We saw in the previous blog how pig is manufactured and how it acquired its name of pig iron. An early method of making steel was to use what is known as the open-hearth furnace. The open-hearth furnace system of making steel is a relatively simple method using a very large furnace of approximately 30 feet wide by 90 feet long that operates at a process temperature of approximately 3200°F. The mass of molten steel can be anywhere up to 650 tons. The actual hearth refractory material is surrounded by a firebrick/castable material, with a stack for incoming heated air into which is injected the natural gas for combustion and heat.

The charge in the furnace is made up of molten pig iron, followed by scrap steel and limestone to act as a fluxing agent. The heating medium is produced by using large volumes of natural gas mixed with air (for complete combustion). The melt will usually take somewhere around 10 hours to complete and be ready to pour.

When the heat is complete, a plug is removed from the base of the furnace (very much like a drain plug in a kitchen sink) and will be directed by channels to a ladle to accept the liquid steel. There will always be slag on top of the molten steel. This is skimmed off and loaded into what is known as a “slag thimble.”

Now the steel is ready to be alloyed and poured into ingot molds or into ladles for transportation to the next stage of steelmaking. When the freshly cast steel is poured into the ingot molds, it begins to solidify into the shape of the mold. When the freshly poured steel begins to cool, it will be stripped of the mold at a temperature of approximately 1100°F. Remember that it is only the outside/external walls of the new ingot that is at the temperature of 1100°F.

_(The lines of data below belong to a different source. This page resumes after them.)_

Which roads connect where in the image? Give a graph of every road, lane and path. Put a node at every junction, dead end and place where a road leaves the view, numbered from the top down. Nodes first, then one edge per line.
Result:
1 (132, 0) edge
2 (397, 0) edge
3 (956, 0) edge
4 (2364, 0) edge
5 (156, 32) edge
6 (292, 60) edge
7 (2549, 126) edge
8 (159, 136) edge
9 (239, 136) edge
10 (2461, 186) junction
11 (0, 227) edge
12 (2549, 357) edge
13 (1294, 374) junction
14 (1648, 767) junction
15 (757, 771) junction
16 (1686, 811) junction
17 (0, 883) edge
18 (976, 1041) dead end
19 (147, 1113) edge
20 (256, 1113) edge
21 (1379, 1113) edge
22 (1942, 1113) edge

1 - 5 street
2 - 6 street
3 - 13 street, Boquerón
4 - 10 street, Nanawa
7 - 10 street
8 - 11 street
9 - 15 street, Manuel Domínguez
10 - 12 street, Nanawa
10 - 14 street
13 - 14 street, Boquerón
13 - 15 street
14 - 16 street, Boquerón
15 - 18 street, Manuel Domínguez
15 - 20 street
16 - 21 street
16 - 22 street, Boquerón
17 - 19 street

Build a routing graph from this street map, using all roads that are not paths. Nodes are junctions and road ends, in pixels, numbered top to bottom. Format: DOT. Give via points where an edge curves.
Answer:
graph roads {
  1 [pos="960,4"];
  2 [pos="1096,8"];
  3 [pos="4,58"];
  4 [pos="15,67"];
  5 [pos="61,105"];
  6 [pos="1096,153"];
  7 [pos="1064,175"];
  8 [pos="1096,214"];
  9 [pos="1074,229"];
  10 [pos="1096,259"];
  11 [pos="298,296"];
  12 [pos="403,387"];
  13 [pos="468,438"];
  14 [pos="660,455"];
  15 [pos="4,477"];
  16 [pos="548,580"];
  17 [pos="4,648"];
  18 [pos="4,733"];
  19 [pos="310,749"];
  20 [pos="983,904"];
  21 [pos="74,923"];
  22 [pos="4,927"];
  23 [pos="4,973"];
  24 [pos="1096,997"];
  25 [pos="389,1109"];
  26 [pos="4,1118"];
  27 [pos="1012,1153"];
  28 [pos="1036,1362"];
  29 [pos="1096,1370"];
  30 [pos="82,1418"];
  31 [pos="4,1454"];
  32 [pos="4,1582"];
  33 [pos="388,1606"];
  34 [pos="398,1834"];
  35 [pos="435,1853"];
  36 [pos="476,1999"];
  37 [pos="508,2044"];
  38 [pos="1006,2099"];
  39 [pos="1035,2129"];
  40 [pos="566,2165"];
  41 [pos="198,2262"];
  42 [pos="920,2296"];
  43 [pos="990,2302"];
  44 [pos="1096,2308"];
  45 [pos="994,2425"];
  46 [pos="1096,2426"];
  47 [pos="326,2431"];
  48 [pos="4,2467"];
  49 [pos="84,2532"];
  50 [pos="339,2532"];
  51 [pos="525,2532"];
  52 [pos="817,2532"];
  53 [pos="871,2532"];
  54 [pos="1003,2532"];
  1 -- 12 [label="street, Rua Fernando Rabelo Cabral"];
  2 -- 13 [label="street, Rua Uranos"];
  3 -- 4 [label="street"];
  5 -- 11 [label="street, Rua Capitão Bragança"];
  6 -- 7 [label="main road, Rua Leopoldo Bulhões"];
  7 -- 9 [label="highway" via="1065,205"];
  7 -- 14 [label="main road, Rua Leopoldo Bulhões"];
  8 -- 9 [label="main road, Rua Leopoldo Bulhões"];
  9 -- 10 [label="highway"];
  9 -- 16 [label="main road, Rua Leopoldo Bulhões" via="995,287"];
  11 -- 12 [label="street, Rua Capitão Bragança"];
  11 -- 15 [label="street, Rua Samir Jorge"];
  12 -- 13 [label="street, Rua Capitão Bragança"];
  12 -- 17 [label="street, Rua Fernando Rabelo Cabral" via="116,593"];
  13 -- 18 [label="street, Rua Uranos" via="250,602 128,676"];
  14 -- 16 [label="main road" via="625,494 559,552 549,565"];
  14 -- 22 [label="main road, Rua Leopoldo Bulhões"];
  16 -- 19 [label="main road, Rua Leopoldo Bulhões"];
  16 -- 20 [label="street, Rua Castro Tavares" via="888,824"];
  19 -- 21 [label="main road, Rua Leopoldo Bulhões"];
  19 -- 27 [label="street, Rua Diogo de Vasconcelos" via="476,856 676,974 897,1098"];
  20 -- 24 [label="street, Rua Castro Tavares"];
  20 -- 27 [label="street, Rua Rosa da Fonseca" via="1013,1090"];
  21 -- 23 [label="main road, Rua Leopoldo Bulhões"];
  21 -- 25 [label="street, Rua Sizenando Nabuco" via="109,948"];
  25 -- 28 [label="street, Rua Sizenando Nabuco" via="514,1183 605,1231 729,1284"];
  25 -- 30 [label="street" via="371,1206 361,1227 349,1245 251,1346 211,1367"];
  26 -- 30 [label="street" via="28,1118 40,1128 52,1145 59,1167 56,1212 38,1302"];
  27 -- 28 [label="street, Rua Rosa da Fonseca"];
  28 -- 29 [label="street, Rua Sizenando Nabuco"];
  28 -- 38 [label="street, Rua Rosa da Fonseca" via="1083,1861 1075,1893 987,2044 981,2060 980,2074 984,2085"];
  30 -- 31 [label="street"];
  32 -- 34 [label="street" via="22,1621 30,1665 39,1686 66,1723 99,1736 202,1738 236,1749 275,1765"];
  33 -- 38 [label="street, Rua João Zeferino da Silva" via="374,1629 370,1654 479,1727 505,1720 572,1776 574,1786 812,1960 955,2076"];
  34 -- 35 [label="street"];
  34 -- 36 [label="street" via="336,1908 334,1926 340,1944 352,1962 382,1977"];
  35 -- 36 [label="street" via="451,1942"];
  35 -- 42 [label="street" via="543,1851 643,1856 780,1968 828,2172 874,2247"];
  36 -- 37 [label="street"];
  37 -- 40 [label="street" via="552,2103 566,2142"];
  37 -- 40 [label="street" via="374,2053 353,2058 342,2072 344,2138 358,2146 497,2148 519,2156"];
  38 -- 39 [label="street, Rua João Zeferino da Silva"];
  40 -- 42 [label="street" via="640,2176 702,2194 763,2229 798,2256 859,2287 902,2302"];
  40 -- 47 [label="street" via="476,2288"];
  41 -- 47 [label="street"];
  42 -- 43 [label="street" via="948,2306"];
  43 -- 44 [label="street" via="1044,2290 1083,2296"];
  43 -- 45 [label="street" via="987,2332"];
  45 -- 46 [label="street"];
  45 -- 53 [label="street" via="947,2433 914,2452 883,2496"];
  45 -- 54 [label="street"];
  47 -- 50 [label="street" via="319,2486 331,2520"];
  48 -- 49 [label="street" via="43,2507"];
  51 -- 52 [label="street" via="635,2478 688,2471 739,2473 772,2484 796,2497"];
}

If one looks at the molecular structure of the cast billet, the external surfaces will be in the ferrite condition with a structure of BCC (Body Centered Cubic lattice), while the internal molecular structure of the billet will be at the austenite phase (or cooling down very slowly from the austenite phase in relation to the external surfaces, which is Face Centered Cubic lattice). So, there will be a volumetric difference between the core and the external surfaces of the billet.

Once the ingot/billet has cooled down, it can be used by reheating it and then rolling it to the appropriate cross section of plate, I beams, hot-rolled bar or to whatever shape is desired.